The GPS-CS1 is a 12-channel unit that weighs 55g (2oz) and measures 87mm (3.5in) in length and 36mm (1.4in) wide. It's said to run continuously for 10 hours using a single alkaline battery or for 14 hours with a Ni-MH battery. Price in the USA is slated at $150, so we'd hope it will sell in the UK for under Ā£120.

Sony CPS-CS1 GPS device

Camera and GPS device work independently of one another - the picture and positioning information are brought together in a Windows PC to which the GPS device attaches by USB. Sony's GPS Image Tracker software synchronizes the images with the latitude, longitude and time readings from the GPS device and is supplied with the GPS-CS1 and certain cameras from August.

Sony CPS-CS1 with camera and computer

There's also an option to see on a map where you've been shooting, thanks to a tie-up between Sony and Google Maps. The map scale is adjustable and can be switched between various formats - outline, satellite, global or local.
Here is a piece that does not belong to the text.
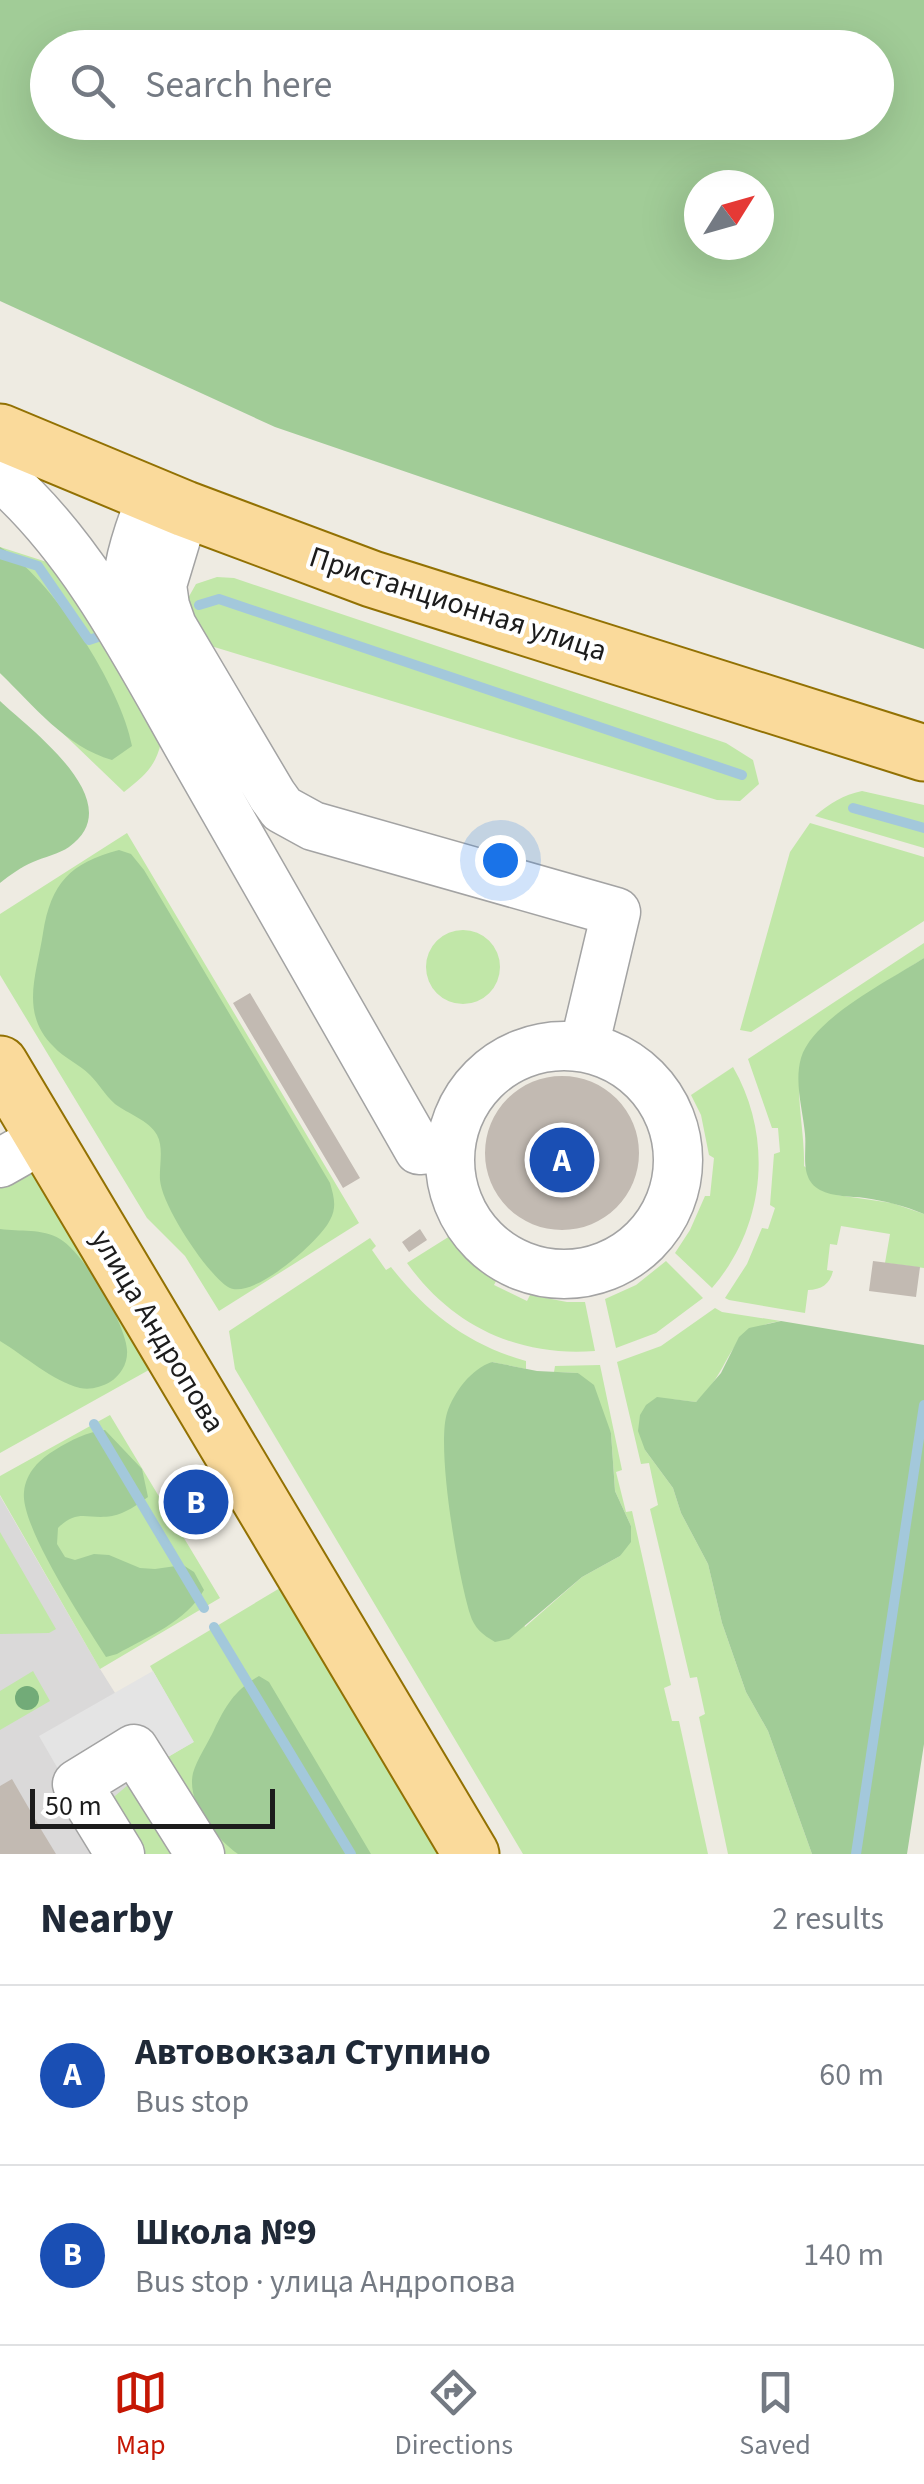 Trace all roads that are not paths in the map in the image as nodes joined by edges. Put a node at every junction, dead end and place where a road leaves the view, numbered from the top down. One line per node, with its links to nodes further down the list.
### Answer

Sony says that the GPS-CS1 can be used with all Cyber-shot still cameras launched from August 2006 onwards, and with certain new camcorders (for stills only) and the company's Alpha 100 digital SLR - though shots must be in JPEG or JPEG+RAW mode.

A number of older Cyber-shot models are also said to be compatible - the DSC-W100/70/50/40/30, H5/2, T30 and S600/500/45. However, their supplied Cyber-shot Viewer software needs to be updated to add Map View functionality from the CD that comes with the GPS unit.

Set-up of the GPS-CS1 is claimed to be simple and the device is said to work automatically. It captures fresh location data every 15 seconds and is reckoned to need no control adjustments during tracking and recording. The GPS-CS1 can hold 31MB of data, said to be equivalent to one month of tracking and recording for 12 hours a day.

The device attaches to a belt-loop or backpack with a supplied carabineer, use of which helps ensure that the internal antenna remains in a near-vertical position for good reception. Positional accuracy will vary according to the status of satellites but is said to be as high as 2m in optimal conditions.

Sony CPS-CS1 with bag and camera

When a photo is taken between two log points, the GPS Image Tracker software makes an estimate of the location based on those two points. Estimation is also used when a photo is taken where no satellite signal available, such as when briefly underground or indoors.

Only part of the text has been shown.